Güncelleme Tarihi:
Kedi, canlılar dünyasının en özellikli hayvanlarından biri. Kimine göre bir masaj aleti, kimine göre kafasını kafamıza ya da bacaklarımıza sürten kadifemsi bir oyuncak. Yiyip, içip, çiş-kaka yapıp, arada birtakım nesnelere zıplamasından başka bir işi olmayan, hatta günün büyük bölümünü uykuyla geçiren bu tembel hayvan nasıl oluyor da bu işlevsizliğiyle insana mutluluk verebiliyor?
İlk bakışta kediyle yaşamak insana sadece psikolojik anlamda olumluluk sağlayan bir özellik gibi görünse de bilimsel araştırmalar kalp, tansiyon, kemik erimesi gibi birçok rahatsızlığın tedavisinde kedi mırlamasının olumlu etkilerini tespit etmiş bulunuyor. Hatta sporcuların vücut sistemini dengelemek için de kedilerin desteğine ihtiyaç duyulduğu biliniyor. Bir kediniz bile yok mu? Dikkat! Oğlak Yayınları’ndan ilk kez 2017’de çıkan 128 sayfalık bu kitabı okuduktan sonra kedisiz yaşayamayabilirsiniz.
KAHVE, KİTAP VE KEDİ
Tarkan Kaynar, “AVM düzeni evcil hayvanlardan bizi uzaklaştırdı. Oysa eski mahallelerde birçok yerde kedilere rastlanırdı. Entelektüellerin ‘3K’ alışkanlığı vardı: Kahve, kitap ve kedi. Çok sevgili bir arkadaşımın kucağında kedi uyudu mu, o uyanıncaya kadar yerinden kalkmazdı. Paris’te ‘Kedi’ adlı kahvenin sahibesi kedilerin mırmır terapisinin önemini vurguluyor: Kedilerin mırmırlaması artrit ve romatizmayı rahatlatmasıyla birlikte kan basıncı ve kalp atışını düzene sokar. Bir okurun da hayvan fobisi varmış, 18 kedili bir ofiste çalışmaya başlayınca sevgi tutkuya dönüşmüş. 18 kediden en az ikisi çevresinde dolaştıkça keyif duyuyormuş. Kediyle büyüyen çocuklar, daha sevecen, daha nazik oluyorlarmış. Evcil hayvanlarla yaşayan yaşlılar daha sağlıklı oluyorlarmış” diyor.
Bu konuda yerli ve yabancı birçok üniversitede yapılan çalışmalardan alıntılar yapan Kaynar, ekliyor: “Çeşitli ruhsal hastalıkların tedavisinde kedinin rolünün önemini bu kitabı okuyan fark edecektir.

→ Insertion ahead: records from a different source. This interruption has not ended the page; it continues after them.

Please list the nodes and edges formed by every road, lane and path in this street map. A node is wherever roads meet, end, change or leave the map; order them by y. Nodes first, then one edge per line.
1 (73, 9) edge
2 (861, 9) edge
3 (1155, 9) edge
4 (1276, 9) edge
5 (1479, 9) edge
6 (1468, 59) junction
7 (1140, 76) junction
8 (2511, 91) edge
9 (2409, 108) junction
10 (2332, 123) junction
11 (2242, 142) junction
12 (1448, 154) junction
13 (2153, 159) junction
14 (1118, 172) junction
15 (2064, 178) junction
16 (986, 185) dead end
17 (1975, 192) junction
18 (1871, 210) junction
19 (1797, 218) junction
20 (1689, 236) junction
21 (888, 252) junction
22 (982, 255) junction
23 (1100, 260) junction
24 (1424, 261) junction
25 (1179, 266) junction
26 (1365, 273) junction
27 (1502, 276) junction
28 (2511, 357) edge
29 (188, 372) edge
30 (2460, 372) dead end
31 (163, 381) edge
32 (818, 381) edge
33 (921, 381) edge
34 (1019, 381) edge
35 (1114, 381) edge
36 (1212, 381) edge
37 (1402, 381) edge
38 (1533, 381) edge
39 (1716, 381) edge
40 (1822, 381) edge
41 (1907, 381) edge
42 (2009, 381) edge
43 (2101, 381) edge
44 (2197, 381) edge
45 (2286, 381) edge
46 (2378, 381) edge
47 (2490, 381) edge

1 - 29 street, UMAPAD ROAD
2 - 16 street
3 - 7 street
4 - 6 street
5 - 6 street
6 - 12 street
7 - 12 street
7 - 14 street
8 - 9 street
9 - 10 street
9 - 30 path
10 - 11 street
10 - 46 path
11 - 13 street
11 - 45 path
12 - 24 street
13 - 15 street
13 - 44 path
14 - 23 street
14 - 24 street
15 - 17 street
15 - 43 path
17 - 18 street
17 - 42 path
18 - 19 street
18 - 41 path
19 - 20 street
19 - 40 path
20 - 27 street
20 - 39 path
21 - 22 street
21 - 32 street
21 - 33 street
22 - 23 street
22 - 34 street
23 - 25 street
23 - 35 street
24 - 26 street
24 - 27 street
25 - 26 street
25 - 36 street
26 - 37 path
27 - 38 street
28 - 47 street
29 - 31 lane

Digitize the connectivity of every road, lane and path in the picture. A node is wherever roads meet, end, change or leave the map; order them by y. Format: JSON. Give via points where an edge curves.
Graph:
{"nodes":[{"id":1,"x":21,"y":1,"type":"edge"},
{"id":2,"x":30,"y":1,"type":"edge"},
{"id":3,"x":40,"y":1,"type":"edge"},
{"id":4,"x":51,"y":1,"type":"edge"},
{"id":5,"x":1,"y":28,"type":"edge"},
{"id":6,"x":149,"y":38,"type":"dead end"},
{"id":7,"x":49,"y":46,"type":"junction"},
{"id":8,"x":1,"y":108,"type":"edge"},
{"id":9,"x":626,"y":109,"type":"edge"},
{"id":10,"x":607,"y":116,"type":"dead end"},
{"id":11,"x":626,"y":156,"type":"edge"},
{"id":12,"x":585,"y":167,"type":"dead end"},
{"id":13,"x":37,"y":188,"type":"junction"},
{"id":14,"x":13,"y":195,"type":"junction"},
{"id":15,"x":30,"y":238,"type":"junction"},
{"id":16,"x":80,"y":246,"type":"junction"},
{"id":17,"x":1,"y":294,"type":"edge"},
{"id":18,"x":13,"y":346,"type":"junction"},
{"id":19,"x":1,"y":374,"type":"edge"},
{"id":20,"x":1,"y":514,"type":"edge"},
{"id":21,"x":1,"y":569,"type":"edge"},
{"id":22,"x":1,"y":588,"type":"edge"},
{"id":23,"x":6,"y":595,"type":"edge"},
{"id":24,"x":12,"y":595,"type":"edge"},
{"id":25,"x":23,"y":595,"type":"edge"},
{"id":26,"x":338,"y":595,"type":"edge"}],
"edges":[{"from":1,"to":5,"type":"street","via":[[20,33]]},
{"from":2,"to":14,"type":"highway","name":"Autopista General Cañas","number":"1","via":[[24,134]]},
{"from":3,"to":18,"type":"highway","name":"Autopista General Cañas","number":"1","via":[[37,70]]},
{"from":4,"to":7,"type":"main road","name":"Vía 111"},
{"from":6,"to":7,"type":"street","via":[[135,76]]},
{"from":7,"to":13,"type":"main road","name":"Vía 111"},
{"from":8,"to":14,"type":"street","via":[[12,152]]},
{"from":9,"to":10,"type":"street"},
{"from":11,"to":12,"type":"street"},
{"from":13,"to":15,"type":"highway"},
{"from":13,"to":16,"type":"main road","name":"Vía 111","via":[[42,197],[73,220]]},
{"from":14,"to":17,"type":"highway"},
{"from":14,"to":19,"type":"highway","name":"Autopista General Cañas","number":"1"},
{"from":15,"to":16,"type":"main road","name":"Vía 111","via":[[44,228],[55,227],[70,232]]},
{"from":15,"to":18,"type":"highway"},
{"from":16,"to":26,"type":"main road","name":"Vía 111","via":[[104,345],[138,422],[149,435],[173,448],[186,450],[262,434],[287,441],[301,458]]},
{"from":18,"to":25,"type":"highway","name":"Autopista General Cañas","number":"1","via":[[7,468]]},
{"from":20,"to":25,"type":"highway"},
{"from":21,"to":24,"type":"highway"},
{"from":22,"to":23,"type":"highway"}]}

Kitabın bir bölümünde terapinin yöntemleri sıralanıyor. Hayvan destekli terapinin Türkiye’de uygulanma yaygınlığının oranını da yine bu kitaptan öğrenebilirsiniz. Hastalıkları ve ölümleri önceden kestiren kediler var. Hem keyfini, hem de sağlığını düşünenlere bir kedi mutlaka lazım.”
HER DERDE DEVA BİR ARKADAŞ
HÜRRİYET yazarı Doğan Hızlan, bir yazısında ‘Kediatri’ için şunları yazmış: “Kedi beslemenin, evde kedi bulundurmanın yararlarını biliyor musunuz? Hem de sağlık açısından. Tarkan Kaynar’ın ‘Kediatri-Kedili Tedavi’ kitabını okuyunca kedinin nerdeyse her derde deva bir arkadaş olduğu kanısına vardım. Yazar, önsözde kedi için bir kimlik tarifi yapıyor: Kedi, canlılar dünyasının en özellikli hayvanlarından biri. Düşünün ki hem rahatına çok düşkün, hem de bu arada insanı rahatlatmayı başarabiliyor. Kedilerin bağımsız, başına buyruk olduklarından söz ederiz. Oysa yazarın belirttiğine göre hasta annesinin yanında yatar, o banyoya girdiğinde kapıda beklermiş. Geçenlerde televizyonda kedinin köpek yavrularına sahip oluşunu seyrettim. Köpek yavrularını anası terk etmiş, kedi onlara süt veriyor... Derken köpek geri gelmiş, kedi bir türlü onu yavrularının yanına yaklaştırmıyor. Hayvanlarla tedavinin tarihi bölümündeki Sibel Oymak ile İmran Koçak’ın araştırmalarına göre eski Yunanlar tedavi tapınaklarında köpekleri kullanmış ve melankolik kişileri iyileştirmek için de at binmelerini sağlamışlar. Sonuç olarak, evcil hayvanlar 18’inci Yüzyıl’ın sonlarından bu yana terapi amacıyla kullanılıyor.”